Getting a qualified ICU nurse is more daunting and more concerning. Ideally the nurse has a four year degree. But there are very sound ICU nurses now on the job with only two years of post-high school education. But to become qualified to work effectively in an ICU a nurse will have to have a minimum of one month of training. (That means the nurse has basic orientation to the policies and procedures for providing intensive or critical care to very sick patients). Ideally the nurse would have six months of training under her or his belt. (Note–my wife was the Nurse Manager for a very prestigious, internationally renowned critical care unit and I have interviewed her).
Someone needs to tackle Governor Cuomo and hit him with a tranquilizer. He needs to calm down and take some time to understand how complex this problem is. Providing a ventilator without having the nurses and technicians required to operate and maintain the ventilator is meaningless and futile.
UPDATE–There are 62 hospitals listed in NYC (see here). According to this data there are 23,762 beds. The vast majority of these are not, repeat NOT, Intensive or Critical Care beds. The number of ICU beds, which means they have the ability to use and maintain a ventilator, is probably about 1500 total.

As of Tuesday morning, New York State had 25,665 cases.  Here is what we do not know:
  1. What percent of people who are tested positive for Corona are admitted to a hospital?
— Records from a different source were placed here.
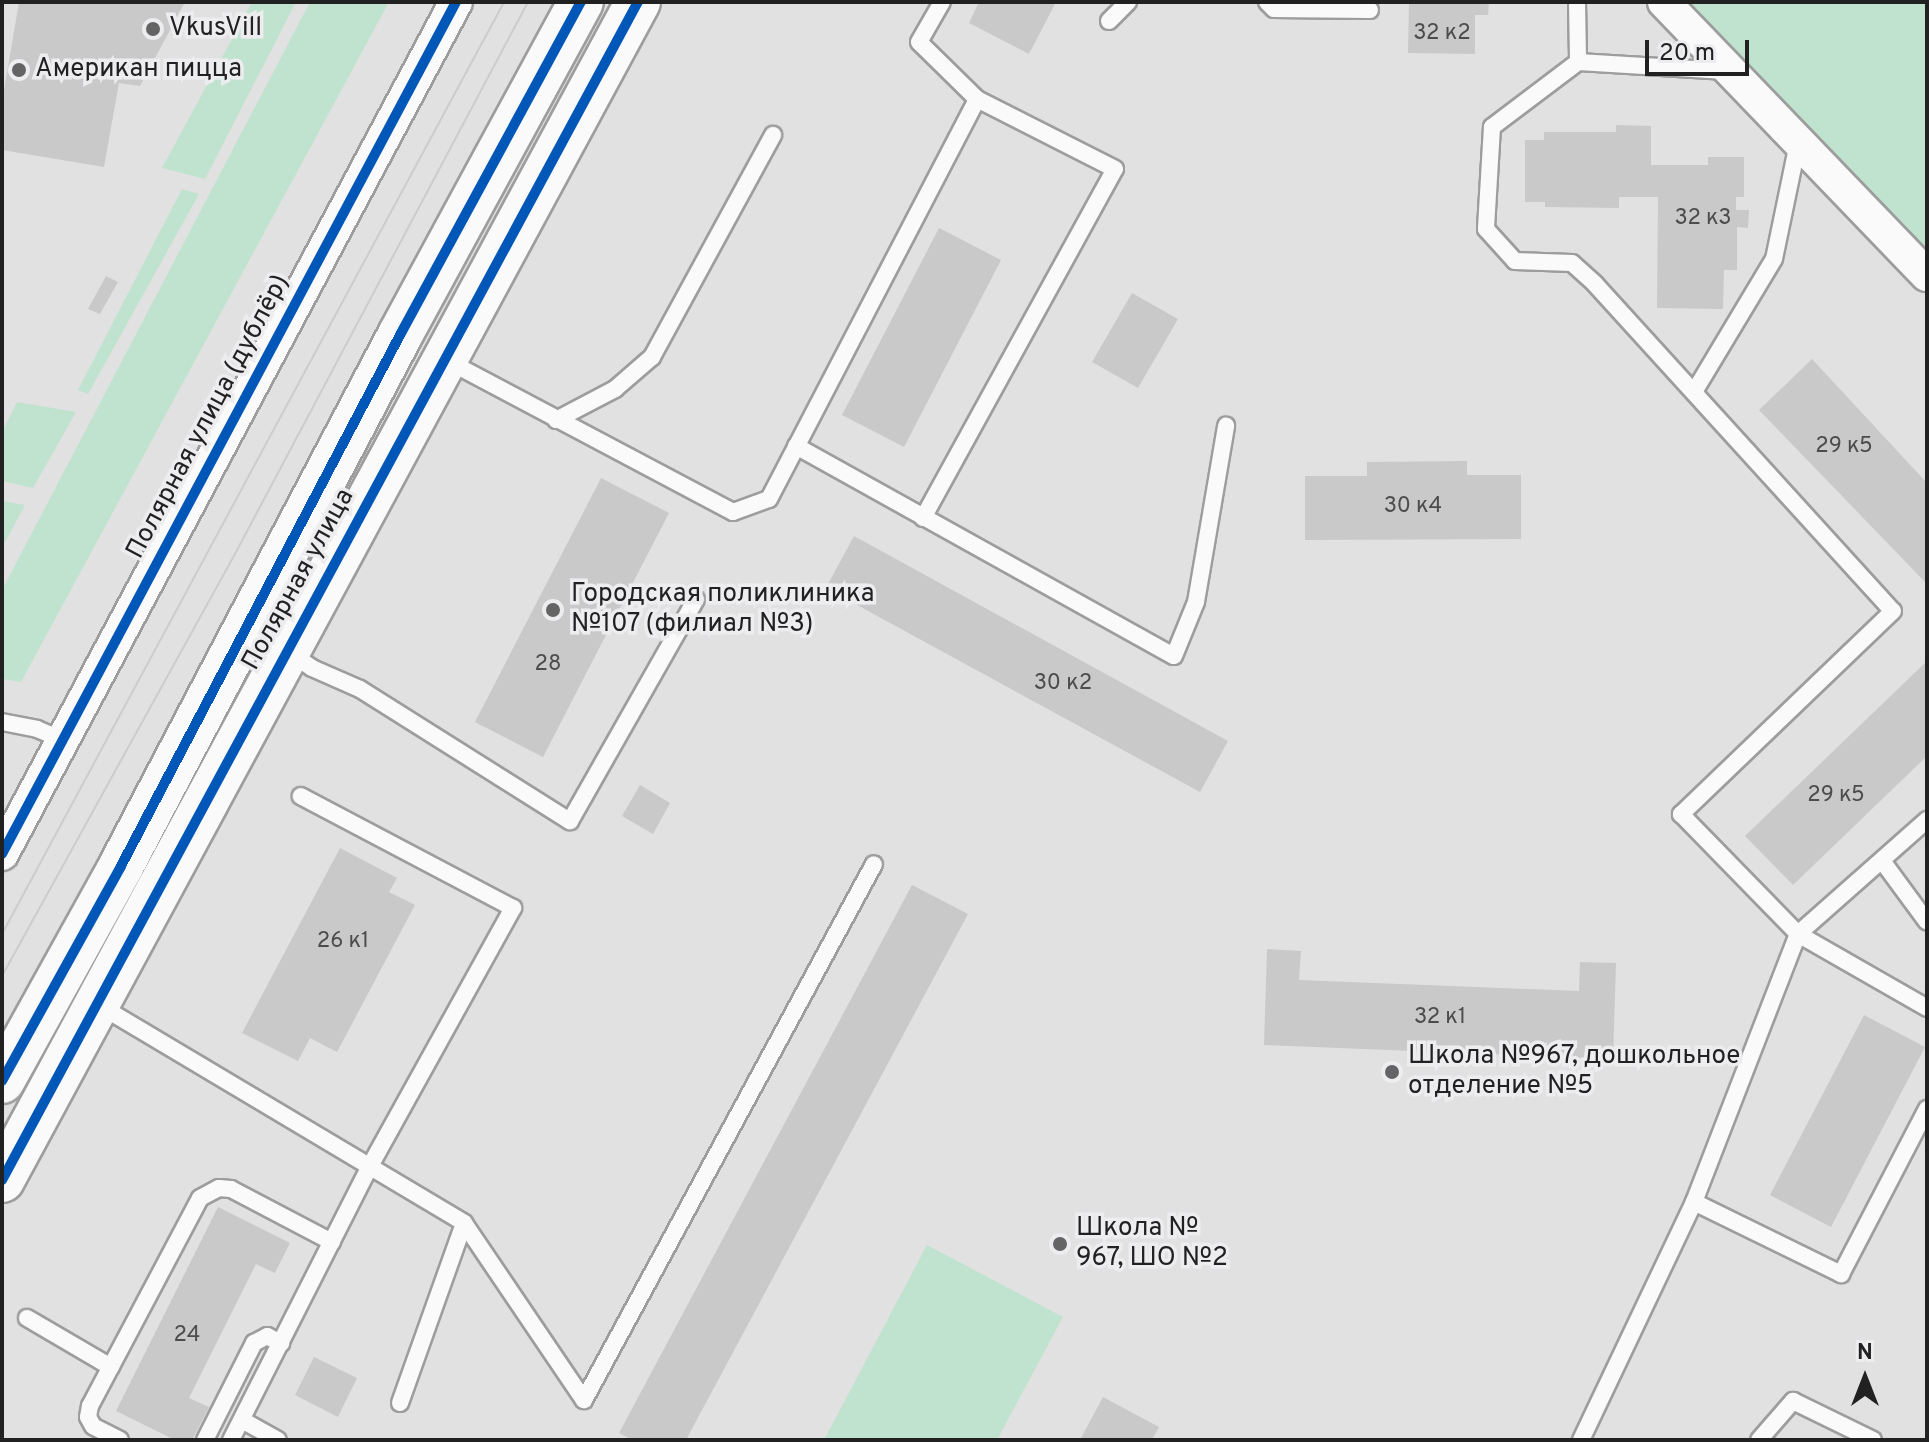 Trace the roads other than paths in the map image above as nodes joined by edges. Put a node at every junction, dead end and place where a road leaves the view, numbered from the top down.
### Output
1 (456, 2) edge
2 (581, 2) edge
3 (638, 2) edge
4 (942, 2) edge
5 (1128, 2) edge
6 (1267, 2) edge
7 (1577, 2) edge
8 (1664, 2) edge
9 (1370, 10) dead end
10 (1109, 21) dead end
11 (1578, 62) junction
12 (1731, 71) junction
13 (977, 99) junction
14 (773, 135) dead end
15 (1798, 143) junction
16 (1927, 275) edge
17 (444, 360) junction
18 (1694, 392) junction
19 (556, 420) junction
20 (1226, 426) dead end
21 (796, 446) junction
22 (923, 518) junction
23 (696, 599) dead end
24 (285, 651) junction
25 (2, 722) edge
26 (61, 739) junction
27 (301, 796) dead end
28 (1927, 820) edge
29 (2, 854) edge
30 (1883, 862) junction
31 (874, 864) dead end
32 (1927, 922) edge
33 (1798, 934) junction
34 (96, 1003) junction
35 (1927, 1008) edge
36 (2, 1081) edge
37 (1927, 1109) edge
38 (370, 1166) junction
39 (2, 1180) edge
40 (1694, 1202) junction
41 (464, 1223) junction
42 (332, 1242) junction
43 (27, 1318) dead end
44 (281, 1343) junction
45 (111, 1367) junction
46 (400, 1403) dead end
47 (242, 1420) junction
48 (120, 1440) edge
49 (205, 1440) edge
50 (231, 1440) edge
51 (278, 1440) edge
52 (1581, 1440) edge
53 (1759, 1440) edge
54 (1873, 1440) edge

1 - 26 street, Полярная улица (дублёр)
2 - 36 main road, Полярная улица
3 - 17 main road, Полярная улица
4 - 13 lane
5 - 10 lane
6 - 9 lane
7 - 11 lane
8 - 12 street
11 - 12 lane
11 - 18 lane
12 - 15 street
13 - 21 lane
13 - 22 lane
14 - 19 lane
15 - 16 street
15 - 18 lane
17 - 19 lane
17 - 24 main road, Полярная улица
18 - 33 lane
19 - 21 lane
20 - 22 lane
21 - 22 lane
23 - 24 lane
24 - 34 main road, Полярная улица
25 - 26 lane
26 - 29 street, Полярная улица (дублёр)
27 - 38 lane
28 - 30 lane
30 - 32 lane
30 - 33 lane
31 - 41 lane
33 - 35 lane
33 - 40 lane
34 - 38 lane
34 - 39 main road, Полярная улица
37 - 40 lane
38 - 41 lane
38 - 42 lane
40 - 52 lane
41 - 46 lane
42 - 44 lane
42 - 45 lane
43 - 45 lane
44 - 47 lane
44 - 49 lane
45 - 48 lane
47 - 50 lane
47 - 51 lane
53 - 54 lane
  2. What percent of those admitted to a hospital are then placed in a Critical Care or Intensive Care unit?
If all who test positive for Corona are admitted to the hospital then you can see how the existing hospital capacity can be quickly overwhelmed.
According to the New York Times (as of Tuesday), 12% of those who tested positive for Corona in the State of New York were hospitalized. That number is manageable at present. 23% (750) of those hospitalized in the State of New York were put into an ICU (or CCU). We do not know how many of those are in NYC hospitals.
Here is what we know with certainty:
  • There are not enough ICU or CCU beds to handle more than 1500 patients in NYC right now.
  • There are not enough ICU qualified nurses and Respiratory Therapists to handle more than 1500 critical care patients in respiratory distress from Corona.
  • The real problem is not the lack of ventilators. It is the lack of personnel to set up and operate those ventilators.
It would be very helpful if Federal and State officials would provide concrete numbers on the percent of Corona patients requiring hospitalization and critical care intervention.